Adding a new diagnoses in psychiatry can be far more dangerous than approving one of the new "me-too" drugs that so often come to market. It is paradoxical and nonsensical for us to carefully vet new drugs through a fairly rigorous FDA procedure but at the same time allow new diagnoses to be introduced through a badly flawed decision-making process completely controlled by just one professional organization that has lost its credibility. The new diagnoses suggested by DSM-5 will lead to widespread misdiagnosis and inappropriate drug use — causing far more damage than could possible be wrought by any new "me-too" drug.

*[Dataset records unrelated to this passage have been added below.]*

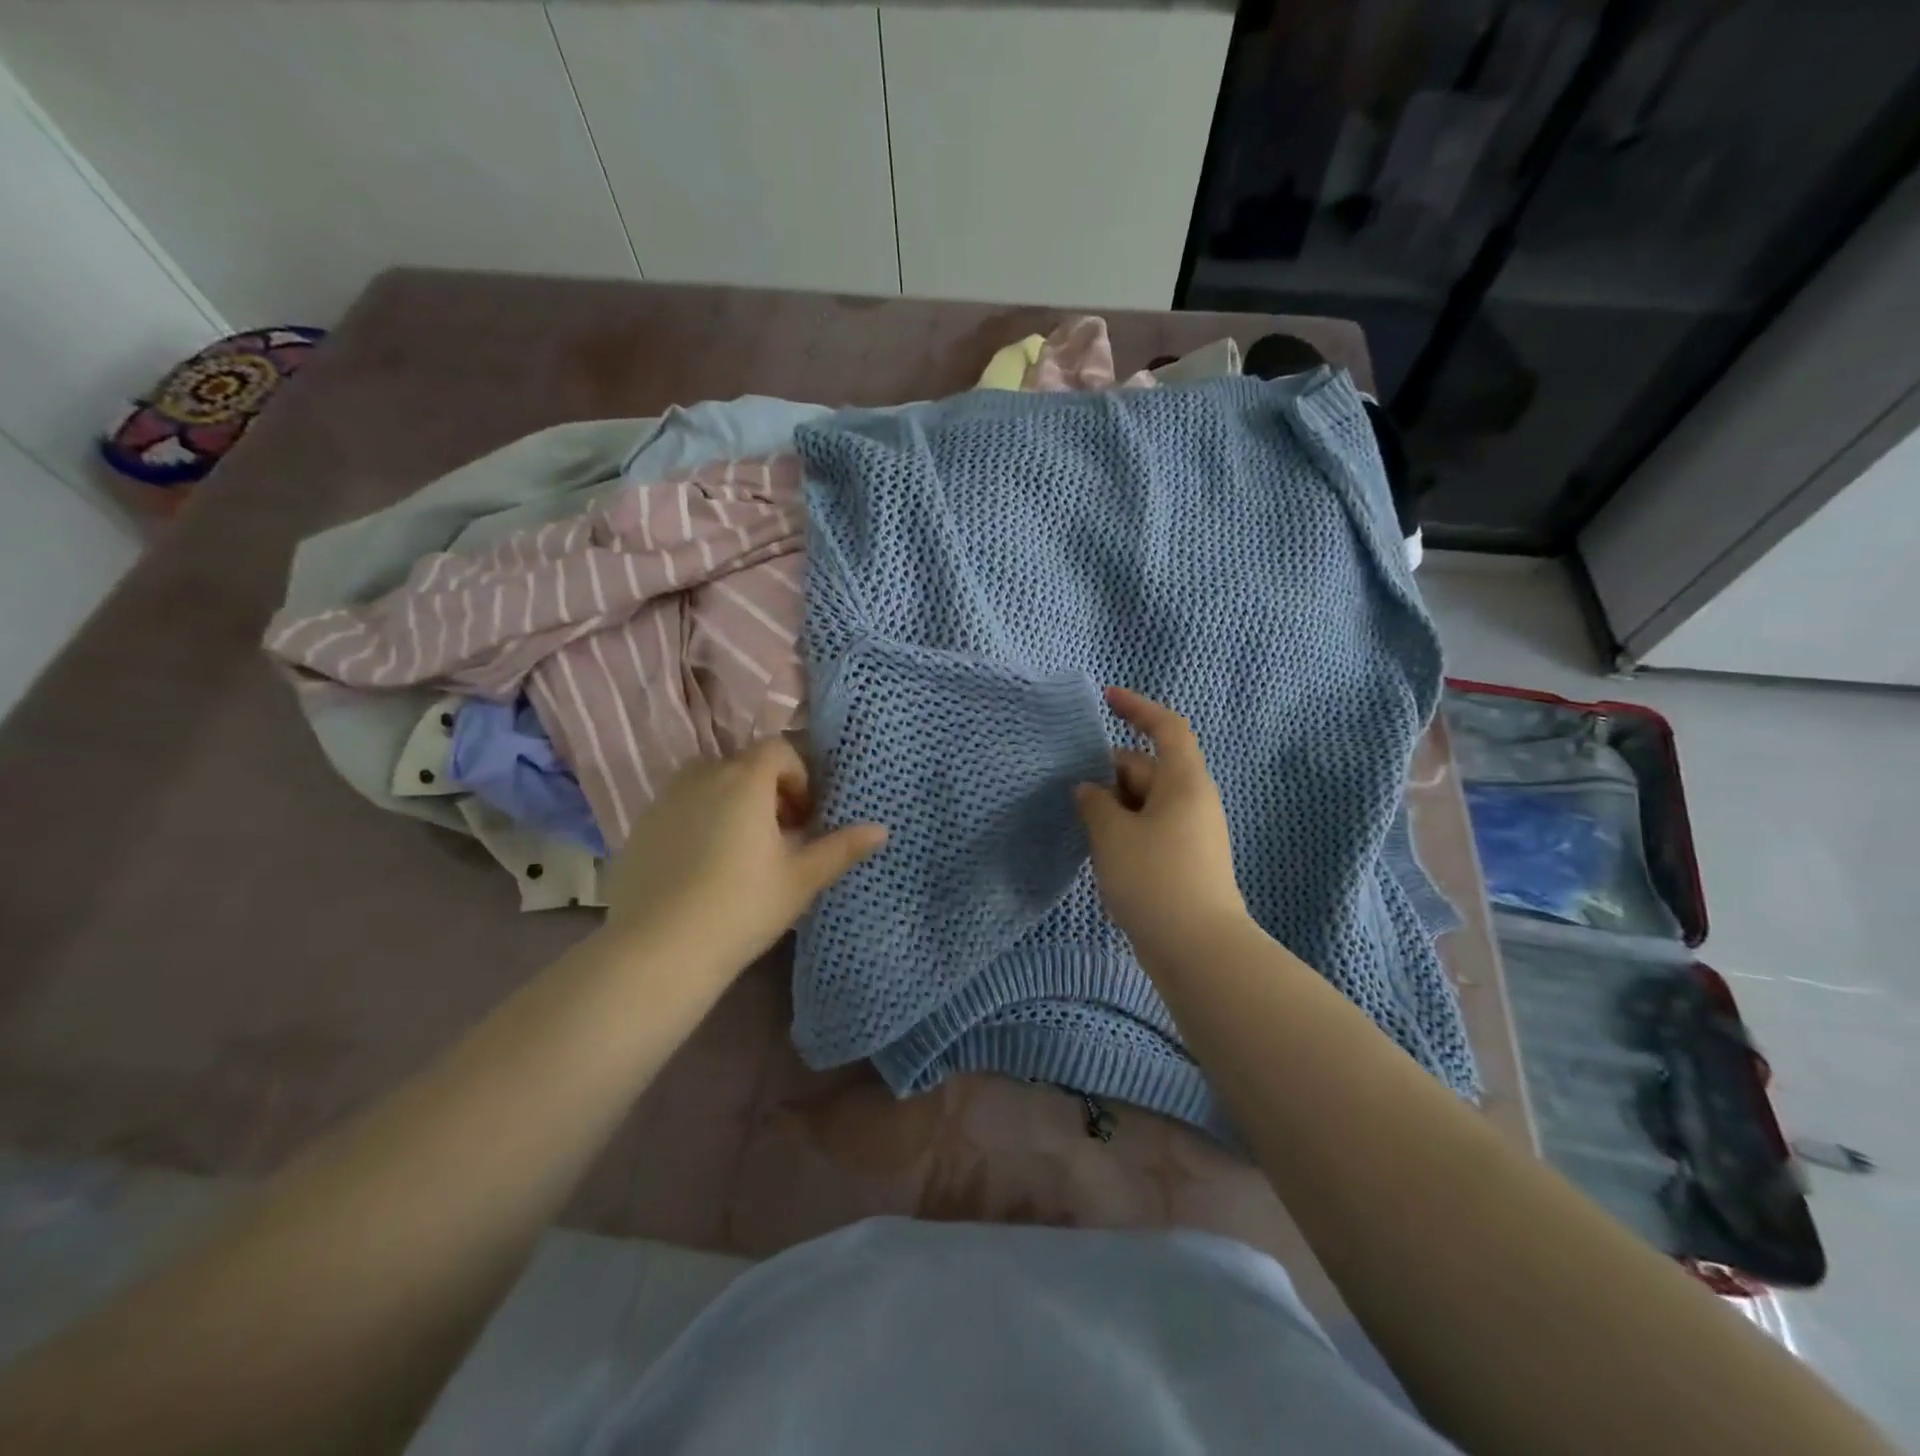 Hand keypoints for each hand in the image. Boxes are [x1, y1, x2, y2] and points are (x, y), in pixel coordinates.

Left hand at [602, 737, 886, 979]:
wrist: (658, 951)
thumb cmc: (742, 906)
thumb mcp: (801, 879)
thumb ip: (842, 848)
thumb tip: (881, 829)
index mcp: (745, 780)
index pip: (779, 750)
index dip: (799, 778)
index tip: (804, 819)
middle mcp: (702, 775)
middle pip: (745, 765)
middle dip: (769, 791)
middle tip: (780, 838)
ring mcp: (665, 799)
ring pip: (710, 783)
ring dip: (733, 803)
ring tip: (741, 851)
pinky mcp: (640, 826)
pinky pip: (680, 807)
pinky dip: (699, 820)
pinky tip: (703, 868)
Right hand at [1075, 687, 1248, 959]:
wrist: (1198, 949)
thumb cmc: (1155, 878)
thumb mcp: (1112, 834)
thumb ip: (1094, 803)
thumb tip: (1089, 790)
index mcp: (1183, 781)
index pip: (1166, 727)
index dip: (1138, 707)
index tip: (1107, 699)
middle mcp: (1192, 801)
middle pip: (1148, 768)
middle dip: (1109, 774)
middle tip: (1073, 794)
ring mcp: (1191, 833)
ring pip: (1145, 803)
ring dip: (1113, 808)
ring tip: (1083, 828)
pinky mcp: (1185, 862)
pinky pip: (1150, 830)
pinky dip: (1125, 832)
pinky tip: (1102, 856) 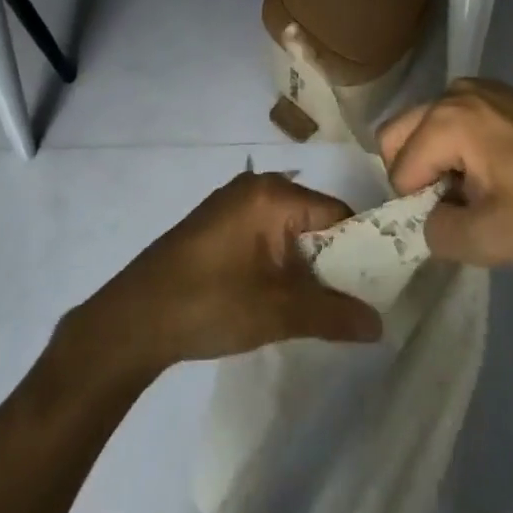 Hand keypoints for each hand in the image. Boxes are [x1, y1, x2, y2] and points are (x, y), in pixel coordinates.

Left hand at [66, 172, 382, 376]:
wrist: (132, 320)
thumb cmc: (209, 303)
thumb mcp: (277, 312)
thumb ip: (332, 314)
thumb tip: (380, 324)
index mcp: (272, 194)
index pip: (337, 214)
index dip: (361, 250)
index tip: (377, 286)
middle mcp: (255, 187)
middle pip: (314, 221)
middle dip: (333, 262)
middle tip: (351, 303)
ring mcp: (233, 205)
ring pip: (290, 232)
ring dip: (305, 267)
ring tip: (320, 307)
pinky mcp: (217, 225)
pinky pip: (266, 237)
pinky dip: (280, 264)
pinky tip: (282, 298)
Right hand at [377, 79, 512, 266]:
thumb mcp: (487, 239)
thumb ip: (435, 233)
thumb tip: (428, 218)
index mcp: (446, 120)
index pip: (400, 170)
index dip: (417, 205)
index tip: (458, 220)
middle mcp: (453, 92)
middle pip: (399, 135)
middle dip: (416, 175)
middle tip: (455, 205)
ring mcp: (478, 88)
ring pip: (425, 127)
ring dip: (437, 161)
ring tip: (478, 190)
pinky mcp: (499, 94)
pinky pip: (454, 120)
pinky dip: (458, 147)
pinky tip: (497, 171)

To date, APA has failed to provide appropriate governance. DSM-5 has proven unable to govern itself, is not governed by APA, is not responsive to the heated opposition of mental health professionals and the public, and is insensitive to being shamed repeatedly by the world press. Government intervention may turn out to be the only hope to prevent massive misdiagnosis and all its harmful, unintended consequences.

  1.  
    Allen Jones
    February 26, 2012 | 1:52 PM
     

    Dr Frances, My hat is off to you. Godspeed.

  2.  
    Bernard Carroll
    February 26, 2012 | 4:00 PM
     

    Allen Frances deserves kudos for the coalition of common sense that has crystallized around him. The American Psychiatric Association has forfeited trust and credibility in the DSM-5 effort. Their thuggish behavior towards Allen Frances and then Suzy Chapman was contemptible. Speaking personally, I have sent detailed, constructive materials in their direction without ever receiving a substantive response. It’s like communicating with a black hole.

    There seems to be no point in cutting the APA any more slack. I like the idea of working on HHS, Medicare, DOD, the VA and insurance companies to disallow DSM-5 for clinical and administrative use.

  3.  
    February 26, 2012 | 5:48 PM
     

    It does seem to be coming down to that – DSM-NADA. I guess they were counting on inertia.